'It's On Us PA' grant to help reduce barriers for reporting sexual misconduct

January 31, 2020

UNIVERSITY PARK, Pa. — Penn State received a $30,000 grant as part of the “It’s On Us PA” campaign to help expand educational efforts around sexual misconduct and sexual violence across all Penn State campuses, especially with non-native English-speaking students.

The grant will fund the translation of sexual assault prevention and response videos as well as corresponding materials created in 2017 with funding from a previous “It’s On Us PA” grant into six additional languages. The Office of Sexual Misconduct Prevention and Response (OSMPR), a unit of Penn State Student Affairs, applied for the current grant with the support from campus and community partners.

With the previous “It’s On Us” grant, Penn State created a collection of training and promotional videos to raise awareness, education and resources to combat sexual assault, stalking and discrimination. In addition, the videos provide information about the reporting avenues, resources and support services available to Penn State students, faculty and staff.

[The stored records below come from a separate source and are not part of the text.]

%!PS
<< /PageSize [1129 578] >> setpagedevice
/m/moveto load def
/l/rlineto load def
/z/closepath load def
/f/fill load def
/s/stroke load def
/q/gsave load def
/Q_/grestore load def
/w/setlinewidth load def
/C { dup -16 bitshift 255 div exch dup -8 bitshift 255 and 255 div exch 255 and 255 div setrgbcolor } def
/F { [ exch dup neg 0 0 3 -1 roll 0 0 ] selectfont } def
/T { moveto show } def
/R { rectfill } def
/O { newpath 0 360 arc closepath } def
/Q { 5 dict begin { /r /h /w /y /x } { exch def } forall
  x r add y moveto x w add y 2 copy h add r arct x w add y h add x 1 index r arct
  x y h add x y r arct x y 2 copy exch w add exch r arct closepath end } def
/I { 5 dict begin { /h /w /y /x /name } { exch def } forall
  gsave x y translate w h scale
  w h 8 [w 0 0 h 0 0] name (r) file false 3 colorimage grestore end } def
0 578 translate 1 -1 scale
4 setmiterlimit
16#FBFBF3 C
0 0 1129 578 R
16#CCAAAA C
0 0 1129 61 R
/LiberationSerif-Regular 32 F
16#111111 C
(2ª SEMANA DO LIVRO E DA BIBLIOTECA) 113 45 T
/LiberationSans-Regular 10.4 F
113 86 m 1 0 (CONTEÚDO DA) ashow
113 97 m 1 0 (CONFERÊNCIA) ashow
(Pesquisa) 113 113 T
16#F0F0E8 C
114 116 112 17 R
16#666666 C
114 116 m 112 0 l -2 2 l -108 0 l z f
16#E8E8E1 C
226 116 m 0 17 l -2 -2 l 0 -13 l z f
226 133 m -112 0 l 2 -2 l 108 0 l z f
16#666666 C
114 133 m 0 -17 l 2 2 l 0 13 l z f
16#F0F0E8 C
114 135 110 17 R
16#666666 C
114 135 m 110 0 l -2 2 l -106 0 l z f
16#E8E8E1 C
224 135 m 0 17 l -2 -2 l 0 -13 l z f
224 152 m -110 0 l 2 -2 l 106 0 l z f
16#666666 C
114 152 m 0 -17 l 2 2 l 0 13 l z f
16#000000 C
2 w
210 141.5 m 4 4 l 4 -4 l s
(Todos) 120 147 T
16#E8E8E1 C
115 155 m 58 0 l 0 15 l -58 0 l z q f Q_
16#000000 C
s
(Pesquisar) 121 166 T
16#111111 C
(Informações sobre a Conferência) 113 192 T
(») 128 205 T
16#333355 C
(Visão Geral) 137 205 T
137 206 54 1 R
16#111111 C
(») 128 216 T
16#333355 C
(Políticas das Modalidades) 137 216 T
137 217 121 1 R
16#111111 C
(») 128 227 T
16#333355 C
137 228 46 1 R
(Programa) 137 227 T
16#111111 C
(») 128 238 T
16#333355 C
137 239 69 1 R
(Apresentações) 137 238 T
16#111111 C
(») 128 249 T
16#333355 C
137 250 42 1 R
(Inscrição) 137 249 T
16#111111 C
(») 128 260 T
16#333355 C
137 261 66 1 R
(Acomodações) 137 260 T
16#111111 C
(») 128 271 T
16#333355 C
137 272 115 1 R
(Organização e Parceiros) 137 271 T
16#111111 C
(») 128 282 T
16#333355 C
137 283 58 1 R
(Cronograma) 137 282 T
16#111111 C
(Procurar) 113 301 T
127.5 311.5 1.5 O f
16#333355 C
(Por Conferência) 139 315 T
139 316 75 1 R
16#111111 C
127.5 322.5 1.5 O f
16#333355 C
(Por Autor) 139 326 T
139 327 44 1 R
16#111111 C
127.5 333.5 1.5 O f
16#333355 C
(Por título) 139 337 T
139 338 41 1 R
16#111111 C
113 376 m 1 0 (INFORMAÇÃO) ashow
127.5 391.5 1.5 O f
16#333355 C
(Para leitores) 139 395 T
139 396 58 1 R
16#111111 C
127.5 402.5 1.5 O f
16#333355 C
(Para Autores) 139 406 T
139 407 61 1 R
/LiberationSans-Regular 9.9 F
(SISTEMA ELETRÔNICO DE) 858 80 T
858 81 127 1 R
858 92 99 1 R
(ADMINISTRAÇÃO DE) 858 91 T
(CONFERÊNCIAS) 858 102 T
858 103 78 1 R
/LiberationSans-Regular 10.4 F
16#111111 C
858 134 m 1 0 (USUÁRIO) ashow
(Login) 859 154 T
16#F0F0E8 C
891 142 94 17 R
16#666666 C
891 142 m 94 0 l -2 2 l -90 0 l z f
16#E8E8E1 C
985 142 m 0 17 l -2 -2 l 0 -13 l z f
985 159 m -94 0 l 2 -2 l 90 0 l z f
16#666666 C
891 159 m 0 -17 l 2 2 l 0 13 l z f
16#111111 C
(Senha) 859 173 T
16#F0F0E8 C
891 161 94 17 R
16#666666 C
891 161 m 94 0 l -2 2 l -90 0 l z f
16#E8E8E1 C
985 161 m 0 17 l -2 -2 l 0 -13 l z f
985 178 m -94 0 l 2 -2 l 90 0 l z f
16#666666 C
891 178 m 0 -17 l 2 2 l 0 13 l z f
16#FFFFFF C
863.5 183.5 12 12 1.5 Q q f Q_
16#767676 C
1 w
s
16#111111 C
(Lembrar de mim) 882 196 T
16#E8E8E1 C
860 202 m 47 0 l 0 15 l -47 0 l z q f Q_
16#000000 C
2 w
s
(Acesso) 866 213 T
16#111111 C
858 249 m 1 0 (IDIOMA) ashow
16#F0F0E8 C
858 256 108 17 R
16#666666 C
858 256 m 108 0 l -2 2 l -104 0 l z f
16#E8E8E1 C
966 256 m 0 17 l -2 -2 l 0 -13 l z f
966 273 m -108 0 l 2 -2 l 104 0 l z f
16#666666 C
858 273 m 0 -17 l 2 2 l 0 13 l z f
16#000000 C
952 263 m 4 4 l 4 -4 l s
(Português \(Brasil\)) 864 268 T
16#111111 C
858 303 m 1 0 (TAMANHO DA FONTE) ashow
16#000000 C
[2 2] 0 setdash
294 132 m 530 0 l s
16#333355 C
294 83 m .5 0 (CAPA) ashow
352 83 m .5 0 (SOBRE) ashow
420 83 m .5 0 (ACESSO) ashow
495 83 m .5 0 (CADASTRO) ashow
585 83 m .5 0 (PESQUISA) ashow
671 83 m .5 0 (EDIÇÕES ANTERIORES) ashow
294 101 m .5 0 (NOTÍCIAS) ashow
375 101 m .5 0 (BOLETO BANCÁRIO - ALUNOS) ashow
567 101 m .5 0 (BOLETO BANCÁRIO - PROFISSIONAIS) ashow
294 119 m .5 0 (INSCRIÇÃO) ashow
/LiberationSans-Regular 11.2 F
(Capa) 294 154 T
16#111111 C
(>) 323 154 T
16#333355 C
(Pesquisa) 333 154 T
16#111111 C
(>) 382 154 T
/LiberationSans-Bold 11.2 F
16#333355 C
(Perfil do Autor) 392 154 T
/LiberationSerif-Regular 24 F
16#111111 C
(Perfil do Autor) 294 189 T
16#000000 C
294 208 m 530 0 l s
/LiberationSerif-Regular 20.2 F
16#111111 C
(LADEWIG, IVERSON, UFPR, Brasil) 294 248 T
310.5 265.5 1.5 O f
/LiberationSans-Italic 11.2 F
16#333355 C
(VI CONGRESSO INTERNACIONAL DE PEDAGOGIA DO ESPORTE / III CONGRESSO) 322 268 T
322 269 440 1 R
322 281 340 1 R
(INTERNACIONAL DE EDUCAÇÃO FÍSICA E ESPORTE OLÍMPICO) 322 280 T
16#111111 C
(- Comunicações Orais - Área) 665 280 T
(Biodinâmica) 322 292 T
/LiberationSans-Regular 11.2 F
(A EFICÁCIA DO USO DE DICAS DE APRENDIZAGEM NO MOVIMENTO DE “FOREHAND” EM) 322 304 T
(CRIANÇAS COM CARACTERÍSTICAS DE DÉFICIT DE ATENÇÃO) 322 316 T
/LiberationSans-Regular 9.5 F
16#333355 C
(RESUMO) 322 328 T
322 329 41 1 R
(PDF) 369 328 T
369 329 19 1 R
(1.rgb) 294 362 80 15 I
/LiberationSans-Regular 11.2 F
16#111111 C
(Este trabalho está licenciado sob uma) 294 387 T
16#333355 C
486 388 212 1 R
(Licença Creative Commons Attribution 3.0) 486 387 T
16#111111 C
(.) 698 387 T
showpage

While OSMPR has seen an increase in student engagement around the topic of sexual violence and an increase in reporting overall, students continue to express that there are still barriers to coming forward. International students, specifically, report at a lower rate than other demographics. Penn State’s data suggests that Penn State’s international students are two to three times less likely to report than their domestic counterparts.

“International students and non-native English speakers join our community with a wide array of cultural and social norms that influence their understanding of sexual behaviors, especially consent,” said Dominique Donaho, Title IX investigator, OSMPR. “Through our interactions with international students, it is increasingly clear that there is a wide range of perspectives with regards to both recognizing and reporting sexual violence. A survivor, regardless of their background, may find speaking with someone about their experience difficult; however, we see a particular reluctance among non-native English speakers to engage with our office.”

In addition, language can present a barrier for respondents, or accused students, which can leave them unsure of their rights. Material translations also will assist these students in understanding the process, as well as their rights and options.

The grant will enable OSMPR to reach established goals and bring new opportunity to engage with students at 24 campus locations with online access to the translated “It’s On Us” videos, intake and materials. These resources will be translated into six commonly spoken languages — Arabic, Mandarin, Korean, Spanish, French and Malay — among Penn State students.

“Our hope is to decrease the uncertainty that goes along with reporting for all students, but especially non-native English speakers,” said Chad Wright, case manager, OSMPR. “These translations will increase visibility, accessibility and transparency related to the process for both the survivors and the respondents so that students can feel confident that they will be taken seriously. By developing these materials in a variety of languages, we are letting students know that we welcome them and will support them.”

The OSMPR is not alone in its desire to reach out to the non-Native English speakers on our campuses. In addition to supporting the vision for this initiative, Penn State Global Programs plans to pilot a new delivery for presenting sexual assault, harassment and misconduct education at its orientation session in which the new translations will be utilized.

Pennsylvania was the first state to debut an “It’s On Us” campaign when Gov. Tom Wolf launched the program in January 2016. “It’s On Us” aims to increase awareness, education and resources that combat sexual assault in schools, colleges and universities.